Several senators from both parties lamented the bill’s provisions and its impact on the state, including on low-income women and the health care system. Eight Republicans joined all 11 Democrats in voting against the bill, although their reasons for blocking it were contradictory.

Democratic Senator Jean Breaux of Indianapolis, who wore a green ribbon in support of abortion rights on Friday, said: “We’re slipping on democracy. “What other liberties, what other liberties are lying on the block, waiting to be taken away?”

Republican Senator Mike Bohacek of the Michiana Shores talks about his 21-year-old daughter, who has Down syndrome. Bohacek voted against the bill, saying it did not provide adequate protection for disabled women who were raped.

“If she lost her favorite stuffed animal, she wouldn’t be able to deal with it. Imagine making her bring a baby to her period,” he said before starting to choke, after Then he threw his note down on the chair and left the room.

However, Republican Senator Mike Young of Indianapolis said the bill’s enforcement provisions for doctors were not strict enough.

Such debates have demonstrated the divisions among Indiana residents themselves on the issue, as demonstrated by the hours of witness that lawmakers have heard over the past two weeks. Residents rarely expressed support for the law in their testimony, as abortion rights advocates say the bill has gone too far while anti-abortion activists say it does not. go far enough.

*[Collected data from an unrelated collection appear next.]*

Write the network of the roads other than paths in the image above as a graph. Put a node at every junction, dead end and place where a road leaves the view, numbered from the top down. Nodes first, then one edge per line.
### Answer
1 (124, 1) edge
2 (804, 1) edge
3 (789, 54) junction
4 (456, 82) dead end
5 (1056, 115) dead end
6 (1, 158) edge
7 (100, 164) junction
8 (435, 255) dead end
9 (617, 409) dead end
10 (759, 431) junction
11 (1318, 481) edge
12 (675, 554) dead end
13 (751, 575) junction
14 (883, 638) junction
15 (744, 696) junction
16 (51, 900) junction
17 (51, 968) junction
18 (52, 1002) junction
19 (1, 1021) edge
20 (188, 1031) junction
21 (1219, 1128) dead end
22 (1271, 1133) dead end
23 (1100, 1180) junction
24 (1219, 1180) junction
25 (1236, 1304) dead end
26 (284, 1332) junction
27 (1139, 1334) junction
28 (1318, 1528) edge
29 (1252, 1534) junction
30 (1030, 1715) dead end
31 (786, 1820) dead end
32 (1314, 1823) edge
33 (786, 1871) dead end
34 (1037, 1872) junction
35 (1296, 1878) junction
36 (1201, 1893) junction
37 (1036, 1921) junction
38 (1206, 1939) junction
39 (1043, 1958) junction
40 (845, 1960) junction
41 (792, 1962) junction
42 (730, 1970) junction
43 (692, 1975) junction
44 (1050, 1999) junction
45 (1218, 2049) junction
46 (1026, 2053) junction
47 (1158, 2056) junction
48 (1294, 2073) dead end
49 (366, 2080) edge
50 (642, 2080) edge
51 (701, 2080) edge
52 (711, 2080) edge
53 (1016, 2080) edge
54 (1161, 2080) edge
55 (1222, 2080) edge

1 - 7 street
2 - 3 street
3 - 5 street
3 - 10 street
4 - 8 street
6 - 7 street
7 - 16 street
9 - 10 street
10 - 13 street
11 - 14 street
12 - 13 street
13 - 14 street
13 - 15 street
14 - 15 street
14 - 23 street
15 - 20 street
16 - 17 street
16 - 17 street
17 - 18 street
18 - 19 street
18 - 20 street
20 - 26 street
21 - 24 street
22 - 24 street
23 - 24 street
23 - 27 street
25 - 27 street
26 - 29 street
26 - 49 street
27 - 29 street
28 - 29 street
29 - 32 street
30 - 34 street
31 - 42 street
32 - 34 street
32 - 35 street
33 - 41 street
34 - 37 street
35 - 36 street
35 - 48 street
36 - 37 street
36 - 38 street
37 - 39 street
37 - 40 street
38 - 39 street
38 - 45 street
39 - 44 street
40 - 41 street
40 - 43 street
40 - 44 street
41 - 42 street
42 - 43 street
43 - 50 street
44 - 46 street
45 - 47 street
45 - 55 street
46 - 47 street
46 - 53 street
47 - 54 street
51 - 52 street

The debates come against a backdrop of growing abortion politics around the country as Republicans face some divisions within the party and Democrats see the possibility of intensifying in an election year.

Republican Representative Wendy McNamara of Evansville, who sponsored the House bill, told reporters after the House vote that the legislation “makes Indiana one of the most pro-life states in the world.” nationwide.”

Outside the room, abortion rights activists often chanted the lawmakers’ remarks, carrying signs like “Roe roe roe your vote” and “Build this wall” between church and state. Several House Democrats wore jackets over pink “Bans Off Our Bodies” T-shirts.

Indiana’s ban after the past political firestorm a 10 year old rape victim who came to the state from neighboring Ohio to end her pregnancy. Case get attention when a doctor in Indianapolis said that the child came to Indiana because Ohio’s “fetal heartbeat” ban.

Religion is a persistent topic in legislative debates, both in the testimony of residents and in the opinions of legislators.

In support of the House bill, Representative Ann Vermilion condemned Republicans for calling women “murderers” for having abortions.

“I think God’s promises are for grace and kindness,” she said. “He will not condemn these women.”